**Problem details:** Locate the string "graph" in the listing below. Copy every line where it is found.

**Data:**
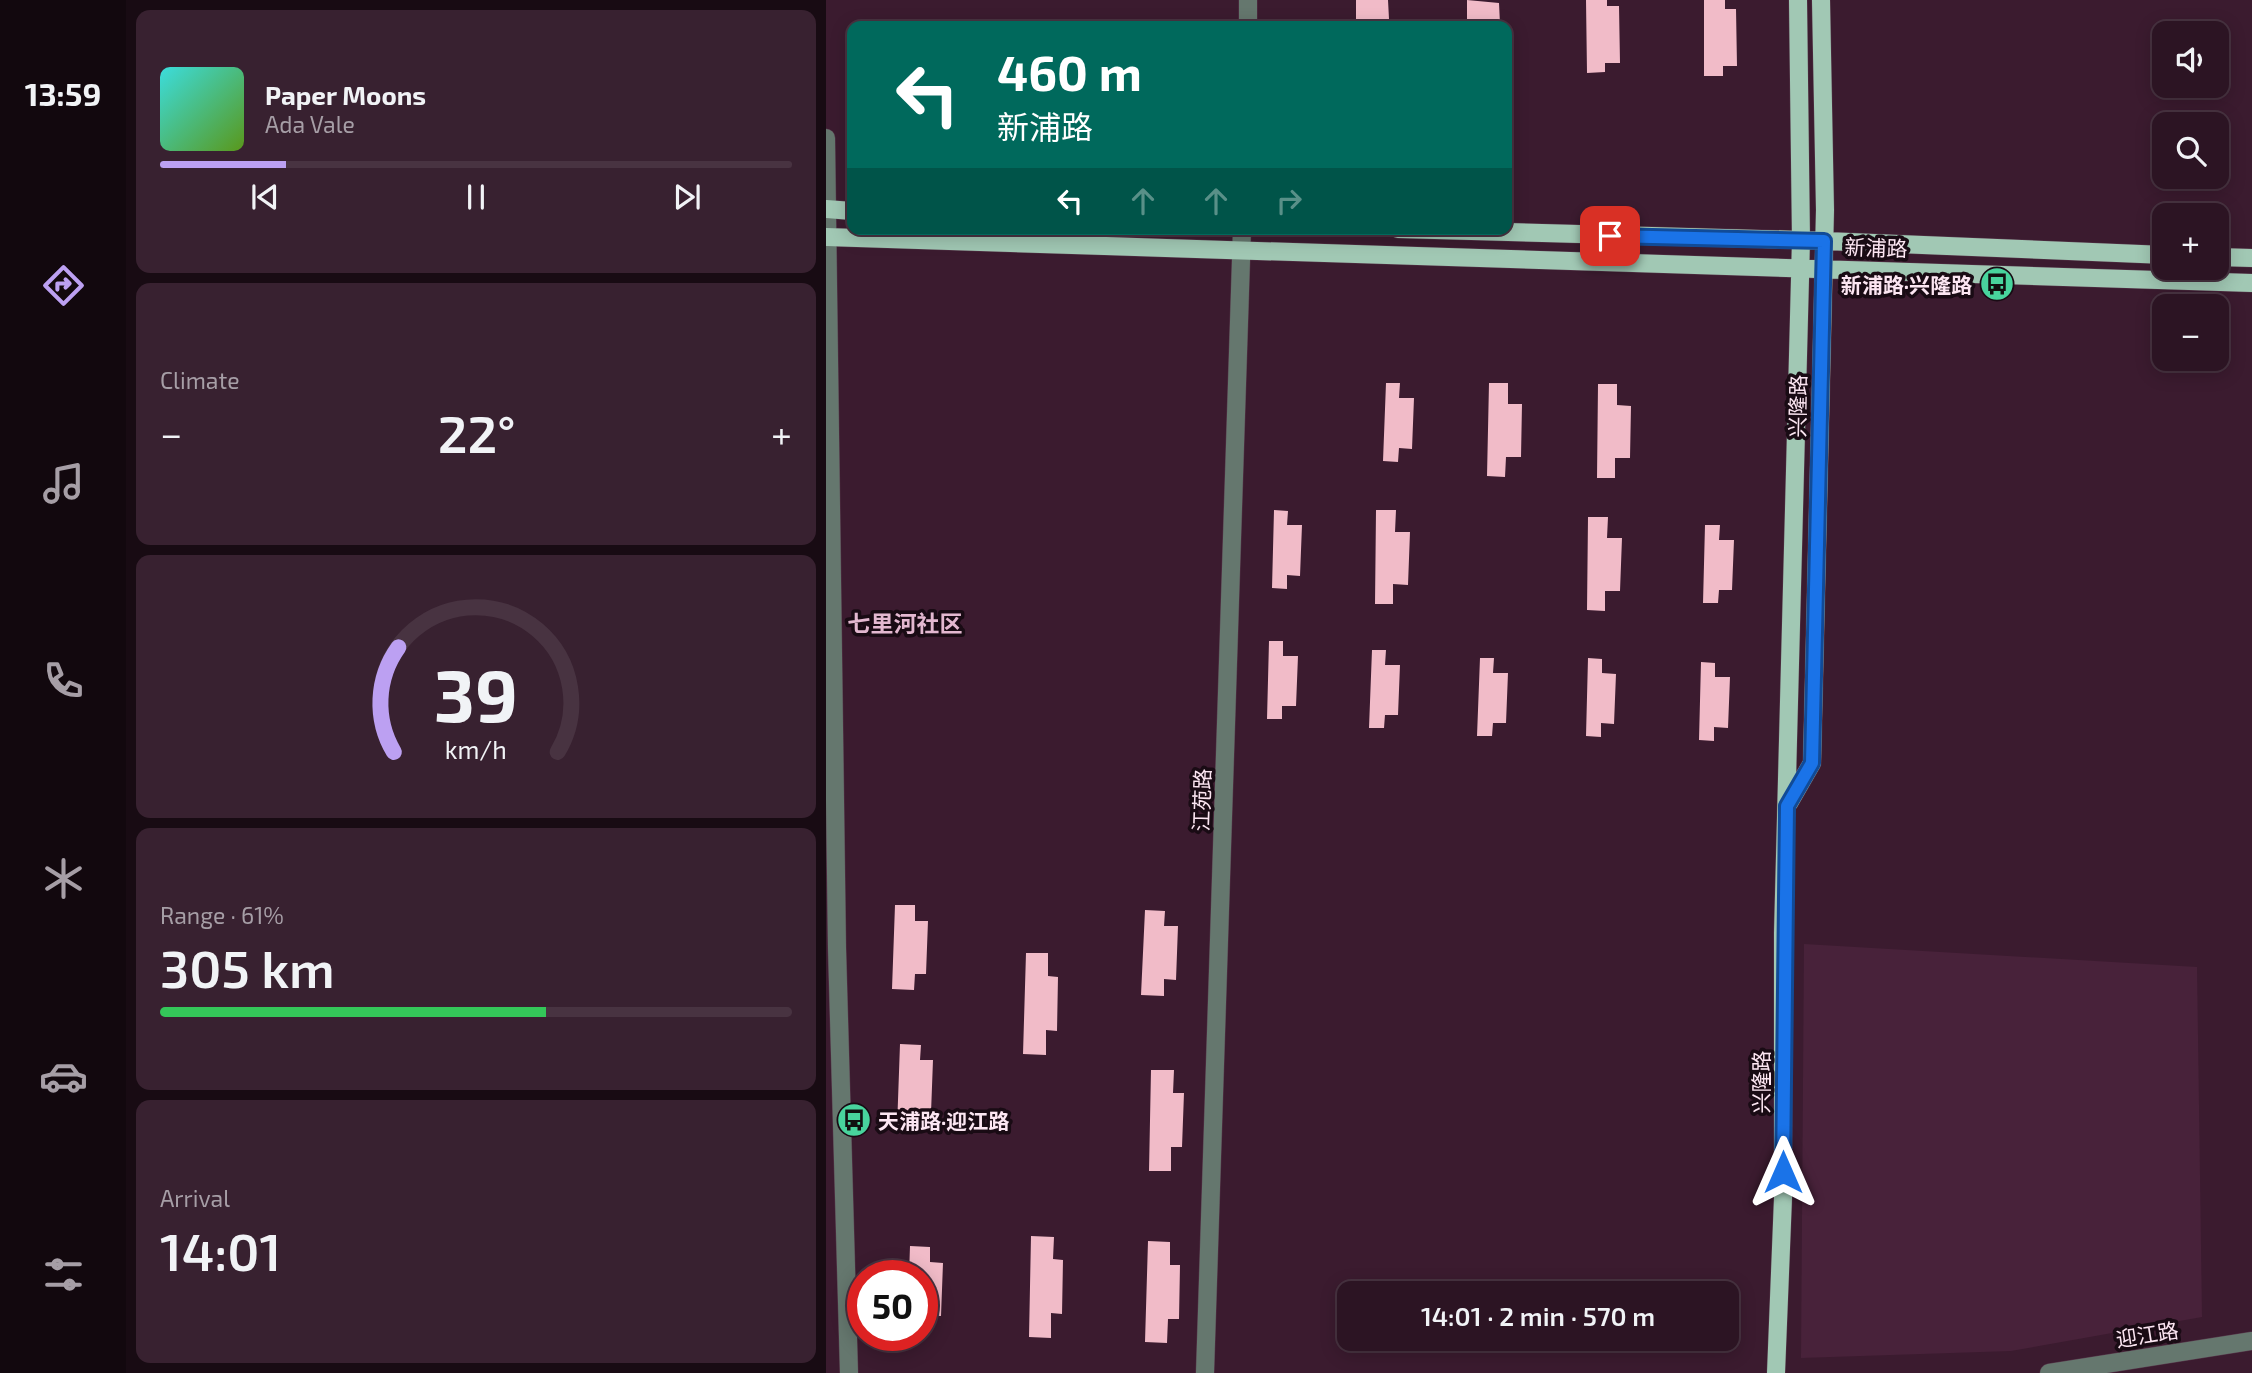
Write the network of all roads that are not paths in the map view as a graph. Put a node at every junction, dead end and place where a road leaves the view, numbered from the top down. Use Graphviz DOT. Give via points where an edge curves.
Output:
graph roads {
  1 [pos="1248,0"];
  2 [pos="1798,0"];
  3 [pos="1821,0"];
  4 [pos="1248,21"];
  5 [pos="826,138"];
  6 [pos="827,209"];
  7 [pos="847,211"];
  8 [pos="1512,232"];
  9 [pos="1242,235"];
  10 [pos="827,237"];
  11 [pos="1801,240"];
  12 [pos="1824,241"];
  13 [pos="1241,249"];
  14 [pos="2152,254"];
  15 [pos="2229,257"];
  16 [pos="2252,258"];
  17 [pos="1800,267"];
  18 [pos="1823,267"];
  19 [pos="2252,283"];
  20 [pos="1787,806"];
  21 [pos="2252,1341"];
  22 [pos="1779,1368"];
  23 [pos="849,1373"];
  24 [pos="1205,1373"];
  25 [pos="2049,1373"];
  1 -- 4 [label="street"];
  2 -- 11 [label="main road, 兴隆路"];
  3 -- 12 [label="main road, 兴隆路"];
  5 -- 6 [label="street"];
  6 -- 7 [label="main road"];
  6 -- 10 [label="street"];
  8 -- 11 [label="main road, 新浦路"];
  9 -- 13 [label="street, 江苑路"];
  10 -- 13 [label="main road, 新浦路"];
  10 -- 23 [label="street" via="837,948"];
  11 -- 12 [label="main road, 新浦路"];
  11 -- 17 [label="main road, 兴隆路"];
  12 -- 14 [label="main road, 新浦路"];
  12 -- 18 [label="main road, 兴隆路"];
  13 -- 17 [label="main road, 新浦路"];
  13 -- 24 [label="street, 江苑路"];
  15 -- 16 [label="main road"];
  17 -- 18 [label="main road, 新浦路"];
  17 -- 20 [label="main road, 兴隆路"];
  18 -- 19 [label="main road, 新浦路"];
  18 -- 20 [label="main road, 兴隆路" via="1812,763"];
  20 -- 22 [label="main road, 兴隆路"];
  21 -- 25 [label="street, 迎江路"];
}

**Exercise solution:**
Write the network of all roads that are not paths in the map view as a graph. Put a node at every junction, dead end and place where a road leaves the view, numbered from the top down. Use Graphviz DOT. Give via points where an edge curves.
graph roads {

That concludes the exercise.